キミが教えてくれたこと(改)
「私も川瀬さんも深く人と関わらない事で自分を守ってきた。だけど、川瀬さんは私と違って距離を置く事なく周りの人と関われて凄いなって思う。私も川瀬さんみたいになりたいって思った」
「林さん…」
スカートの裾をぎゅっと握りしめて一度深呼吸をする。
「でも、他の誰かになる事が出来ないのは分かってる。だからこそ、自分がどうしたいかを考えてみたの」
まっすぐ川瀬さんを見つめる。
「私、川瀬さんと友達になりたい!…だめかな?」
彼女は私の言葉に驚きつつも、ゆっくり目尻を下げると一度頷いた。
「私、昨日林さんと話して胸の中にあったわだかまりがすっと溶けた気がした」
「え?」
彼女は持っていた財布から大切なプレミアカードを取り出した。
「恥じる必要なんてない。

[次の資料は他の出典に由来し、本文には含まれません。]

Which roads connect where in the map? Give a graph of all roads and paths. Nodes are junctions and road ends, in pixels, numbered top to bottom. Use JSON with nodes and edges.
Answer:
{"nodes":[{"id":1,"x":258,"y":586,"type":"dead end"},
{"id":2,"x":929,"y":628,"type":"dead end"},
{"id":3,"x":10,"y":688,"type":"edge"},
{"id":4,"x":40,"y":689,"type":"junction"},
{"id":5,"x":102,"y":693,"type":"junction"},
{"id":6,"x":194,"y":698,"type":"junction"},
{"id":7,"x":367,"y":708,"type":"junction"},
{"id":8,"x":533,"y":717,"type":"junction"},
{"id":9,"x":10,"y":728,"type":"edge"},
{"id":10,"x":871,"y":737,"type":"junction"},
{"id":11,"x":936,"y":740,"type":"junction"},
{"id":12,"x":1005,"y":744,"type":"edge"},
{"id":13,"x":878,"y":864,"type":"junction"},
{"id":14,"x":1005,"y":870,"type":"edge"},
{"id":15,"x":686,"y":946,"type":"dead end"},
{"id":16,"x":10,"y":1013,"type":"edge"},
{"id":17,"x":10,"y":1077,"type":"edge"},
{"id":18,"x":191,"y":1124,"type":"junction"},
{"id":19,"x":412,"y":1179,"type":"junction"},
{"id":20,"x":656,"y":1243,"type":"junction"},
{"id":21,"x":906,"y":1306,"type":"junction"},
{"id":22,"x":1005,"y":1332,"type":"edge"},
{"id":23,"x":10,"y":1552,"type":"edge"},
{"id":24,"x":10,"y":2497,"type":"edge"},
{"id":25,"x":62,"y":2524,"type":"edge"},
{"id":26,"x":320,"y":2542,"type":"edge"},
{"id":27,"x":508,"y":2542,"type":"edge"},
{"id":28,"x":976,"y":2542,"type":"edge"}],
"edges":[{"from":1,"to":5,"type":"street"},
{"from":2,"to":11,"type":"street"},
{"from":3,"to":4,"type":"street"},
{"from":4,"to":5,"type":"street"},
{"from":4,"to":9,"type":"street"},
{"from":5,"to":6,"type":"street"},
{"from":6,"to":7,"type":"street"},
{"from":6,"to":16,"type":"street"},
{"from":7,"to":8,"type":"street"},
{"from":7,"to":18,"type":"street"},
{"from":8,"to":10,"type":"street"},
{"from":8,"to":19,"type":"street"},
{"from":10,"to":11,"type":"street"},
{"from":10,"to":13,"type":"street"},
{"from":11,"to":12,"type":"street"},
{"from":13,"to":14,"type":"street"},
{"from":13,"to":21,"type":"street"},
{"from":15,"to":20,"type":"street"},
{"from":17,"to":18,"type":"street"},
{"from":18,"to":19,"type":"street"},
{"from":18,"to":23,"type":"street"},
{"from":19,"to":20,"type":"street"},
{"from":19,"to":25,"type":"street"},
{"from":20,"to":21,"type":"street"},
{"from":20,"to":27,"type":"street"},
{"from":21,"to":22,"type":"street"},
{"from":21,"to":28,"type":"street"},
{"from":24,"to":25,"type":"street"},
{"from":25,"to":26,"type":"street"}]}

好きなことに自信を持っていいって言ってくれた時、自分は自分のままでいいって認めてあげることができた。みんなに見せてる私も今の私も、川瀬百合なんだって。だから…、気付かせてくれてありがとう」
真っ直ぐ、笑顔で言う彼女が輝いてみえた。
「自信を持つって、まずは自分を好きになるってことなんだね。うん、川瀬さん今すごく綺麗だよ」
川瀬さんは少し頬を赤く染めた。
「私も、林さんと友達になりたい。林さんがいい。」
川瀬さんはスカートの裾を握っていた私の手を取り、両手で包んだ。
「こちらこそ、よろしくね」
その言葉に私は何度も頷いた。
「じゃあ茉莉花ちゃんって呼んでもいいかな?」
「うん…」
少しこそばゆい感覚があったが、それと同時に嬉しさも感じた。
「私のことは百合か、ゆりりん♪って呼んでね!あ、もしくは魔法少女ユリーヌでもいいよ!」
「…じゃあ百合で。」
最後の二つはさすがに呼びづらいよ…ユリーヌ。
「茉莉花ちゃん、これからよろしくね!」
「よろしく!百合」
私達はニコニコと笑い、中庭で一緒にお昼を食べた。
そんな私達を影で見ていた晴人は澄み渡る青空の下、私達の笑い声を聞きながら一度伸びをしその場を離れたそうだ。
「っていうか、また盗み聞きしてたわけ!?」
「"見守ってた"と言って欲しいね」
何が見守ってただか…本当にもうっ。
「!」
誰もいない校舎裏、いつものように晴人と話す昼下がり。
温かい日差しの中、晴人は私の頭を撫でて「よくできました。」と目を細めて笑う。
自分に自信はまだまだ持てないけど、晴人を好きだって気持ちは誰にも負けない自信があるよ。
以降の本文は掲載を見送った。